* [Work to complete]:
State how many lines in the records hold the word "Write", giving the number and no other text.

* [Source material]:

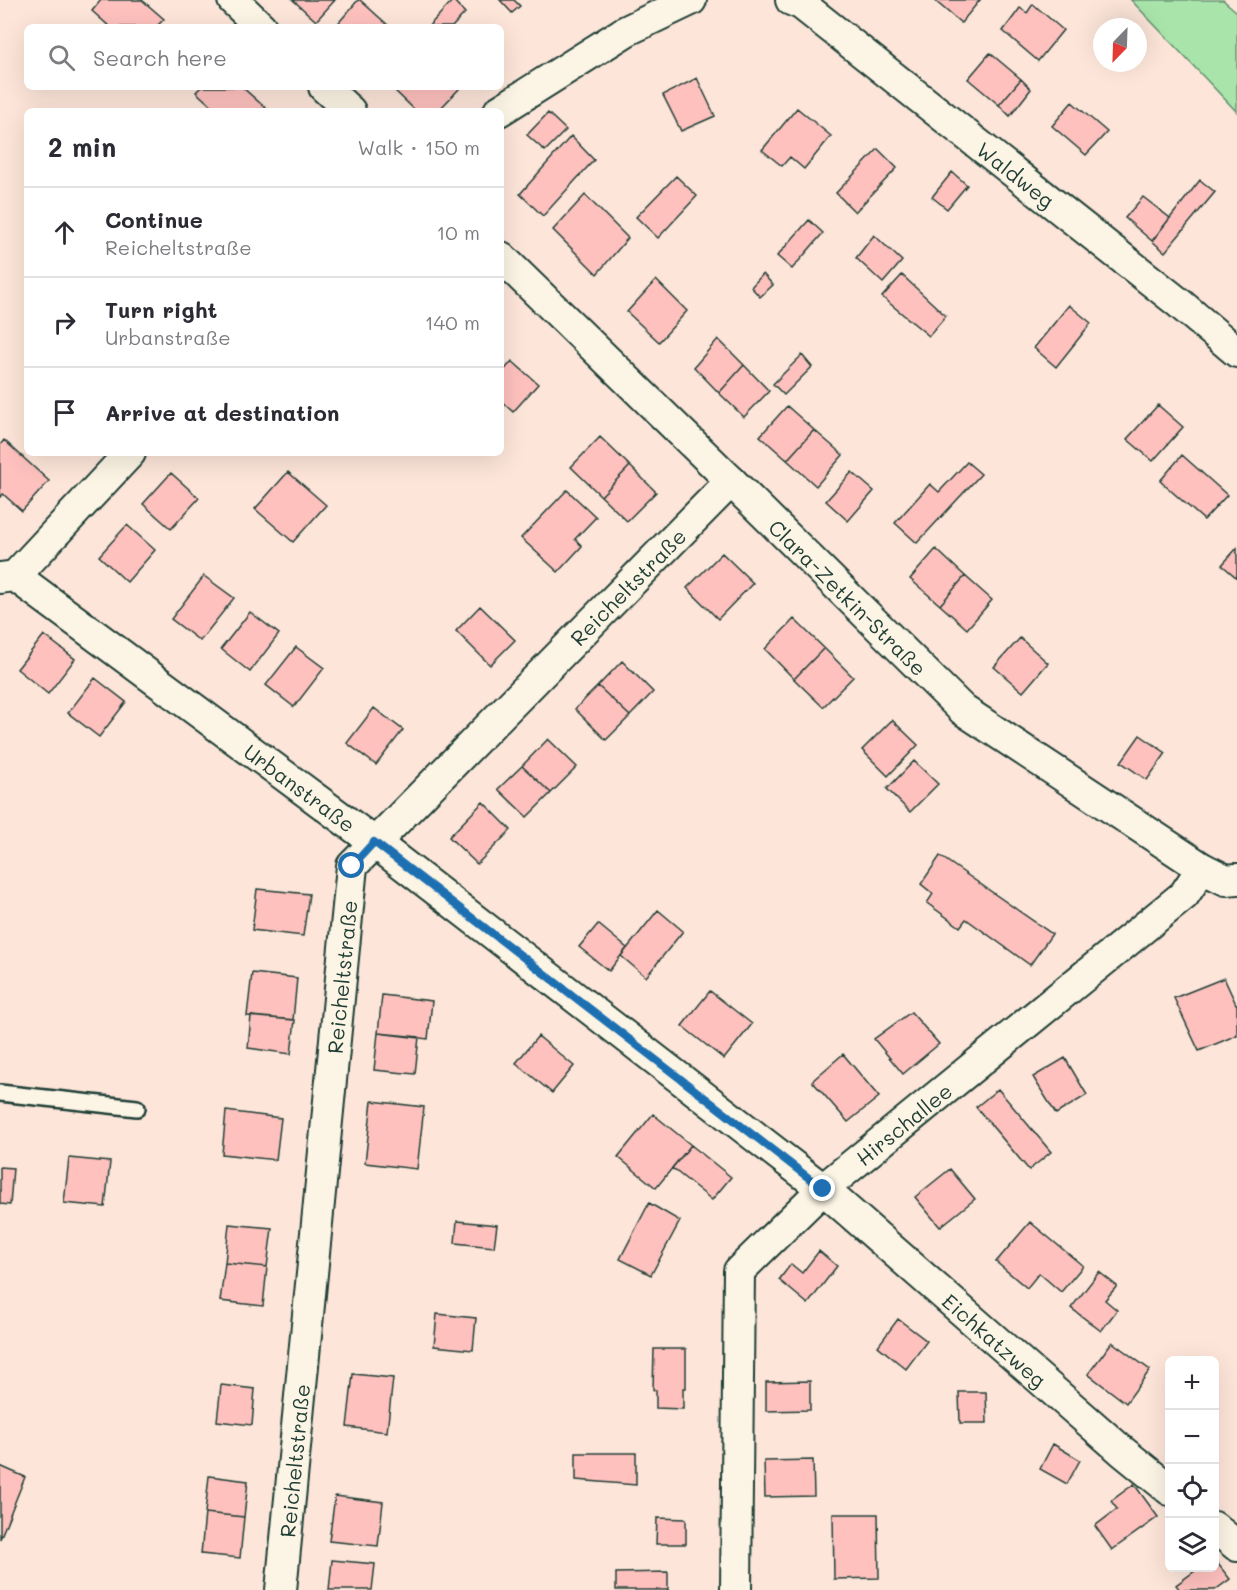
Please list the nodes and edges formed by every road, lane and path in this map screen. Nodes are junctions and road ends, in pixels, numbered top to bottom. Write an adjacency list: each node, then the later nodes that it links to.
* * *
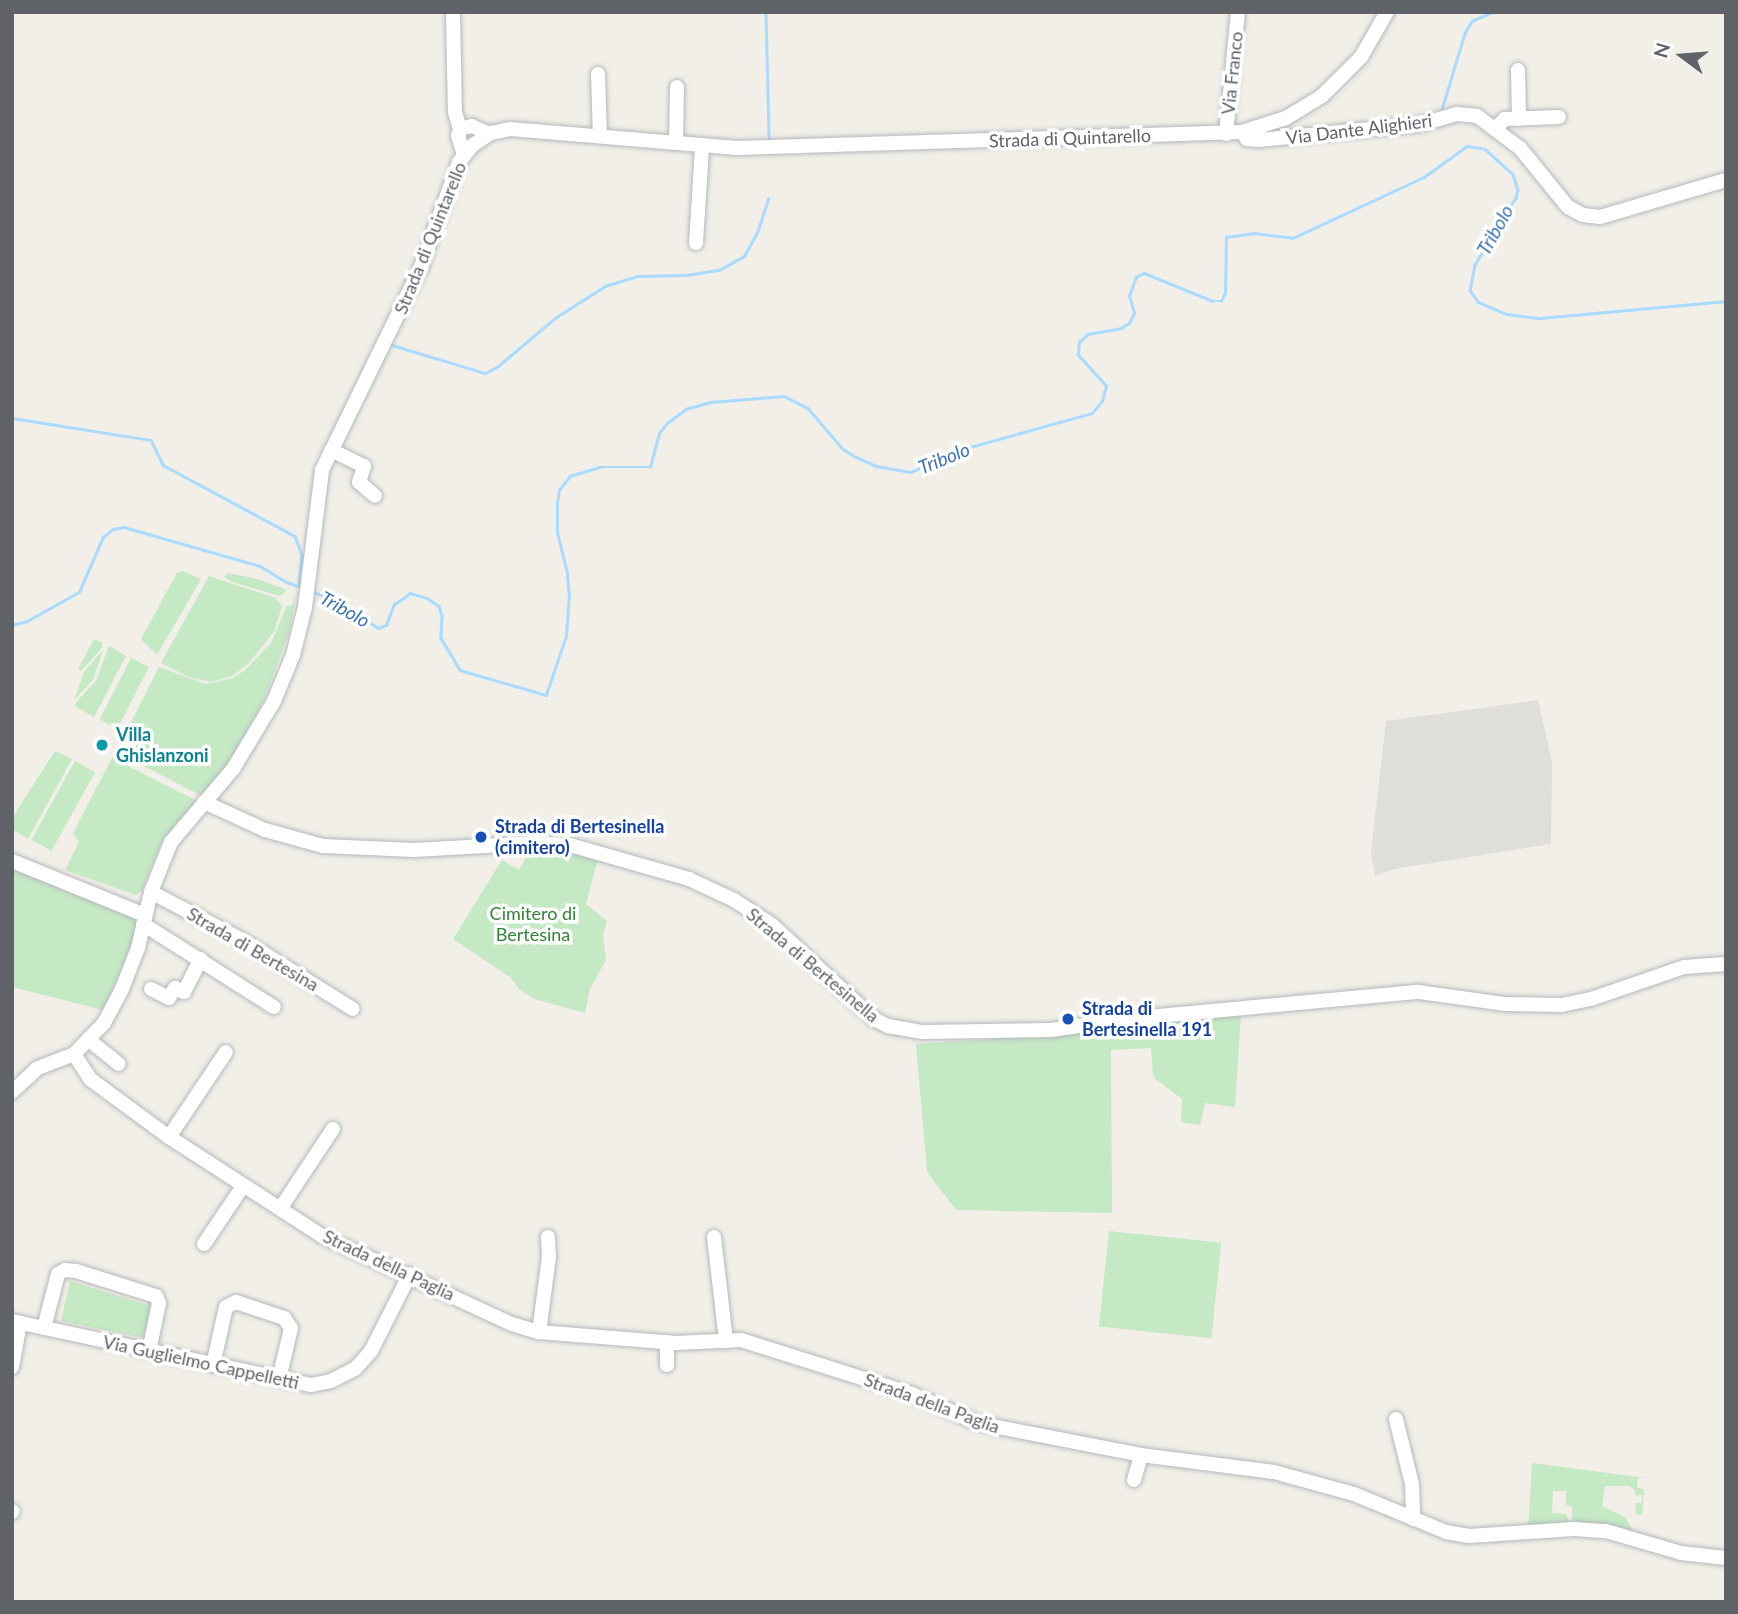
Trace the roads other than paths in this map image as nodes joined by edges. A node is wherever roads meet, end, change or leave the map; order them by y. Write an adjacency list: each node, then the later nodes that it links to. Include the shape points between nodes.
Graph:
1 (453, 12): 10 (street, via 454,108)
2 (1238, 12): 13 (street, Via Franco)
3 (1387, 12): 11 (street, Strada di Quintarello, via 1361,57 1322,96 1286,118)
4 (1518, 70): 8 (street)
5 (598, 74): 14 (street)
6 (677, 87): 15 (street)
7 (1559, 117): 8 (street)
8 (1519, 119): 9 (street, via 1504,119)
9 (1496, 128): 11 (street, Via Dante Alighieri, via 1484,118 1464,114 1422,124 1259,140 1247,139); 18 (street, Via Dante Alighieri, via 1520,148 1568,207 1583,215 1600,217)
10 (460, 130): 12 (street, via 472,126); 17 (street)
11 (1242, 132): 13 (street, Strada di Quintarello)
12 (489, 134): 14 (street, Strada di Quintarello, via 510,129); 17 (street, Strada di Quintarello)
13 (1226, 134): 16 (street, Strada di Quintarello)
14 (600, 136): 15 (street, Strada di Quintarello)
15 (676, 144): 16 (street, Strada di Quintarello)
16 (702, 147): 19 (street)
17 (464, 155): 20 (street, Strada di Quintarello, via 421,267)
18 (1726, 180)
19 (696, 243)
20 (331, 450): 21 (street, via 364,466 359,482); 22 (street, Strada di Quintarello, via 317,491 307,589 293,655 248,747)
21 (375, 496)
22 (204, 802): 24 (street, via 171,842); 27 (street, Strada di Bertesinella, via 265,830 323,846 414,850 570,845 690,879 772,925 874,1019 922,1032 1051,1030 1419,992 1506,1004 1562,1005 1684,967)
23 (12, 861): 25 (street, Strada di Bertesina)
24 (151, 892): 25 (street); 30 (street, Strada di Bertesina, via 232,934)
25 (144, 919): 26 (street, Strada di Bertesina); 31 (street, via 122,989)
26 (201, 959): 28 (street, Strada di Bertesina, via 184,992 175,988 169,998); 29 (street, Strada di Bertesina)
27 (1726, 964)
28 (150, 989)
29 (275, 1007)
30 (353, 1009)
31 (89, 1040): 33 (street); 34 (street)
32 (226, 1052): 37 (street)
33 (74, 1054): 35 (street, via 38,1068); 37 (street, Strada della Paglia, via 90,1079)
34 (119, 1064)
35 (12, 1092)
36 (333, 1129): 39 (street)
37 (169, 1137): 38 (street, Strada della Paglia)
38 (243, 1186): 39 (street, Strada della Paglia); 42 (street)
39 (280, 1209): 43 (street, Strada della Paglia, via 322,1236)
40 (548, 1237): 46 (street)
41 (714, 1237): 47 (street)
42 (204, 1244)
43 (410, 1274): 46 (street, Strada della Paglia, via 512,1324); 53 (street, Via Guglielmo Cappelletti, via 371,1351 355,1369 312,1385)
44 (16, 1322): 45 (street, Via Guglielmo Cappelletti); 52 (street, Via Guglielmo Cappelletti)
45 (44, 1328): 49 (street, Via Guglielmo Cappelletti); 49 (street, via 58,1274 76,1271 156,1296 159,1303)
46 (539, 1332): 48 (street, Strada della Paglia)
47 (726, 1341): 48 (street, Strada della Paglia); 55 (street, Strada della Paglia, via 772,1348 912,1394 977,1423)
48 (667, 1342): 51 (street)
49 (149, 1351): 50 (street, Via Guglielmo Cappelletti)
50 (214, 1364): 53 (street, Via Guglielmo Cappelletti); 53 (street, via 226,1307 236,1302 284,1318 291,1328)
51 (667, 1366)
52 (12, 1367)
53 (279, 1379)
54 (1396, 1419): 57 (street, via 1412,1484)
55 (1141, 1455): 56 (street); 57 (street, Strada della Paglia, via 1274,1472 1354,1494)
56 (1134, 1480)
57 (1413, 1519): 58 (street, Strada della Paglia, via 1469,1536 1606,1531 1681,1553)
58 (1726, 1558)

* [Exercise output]:
2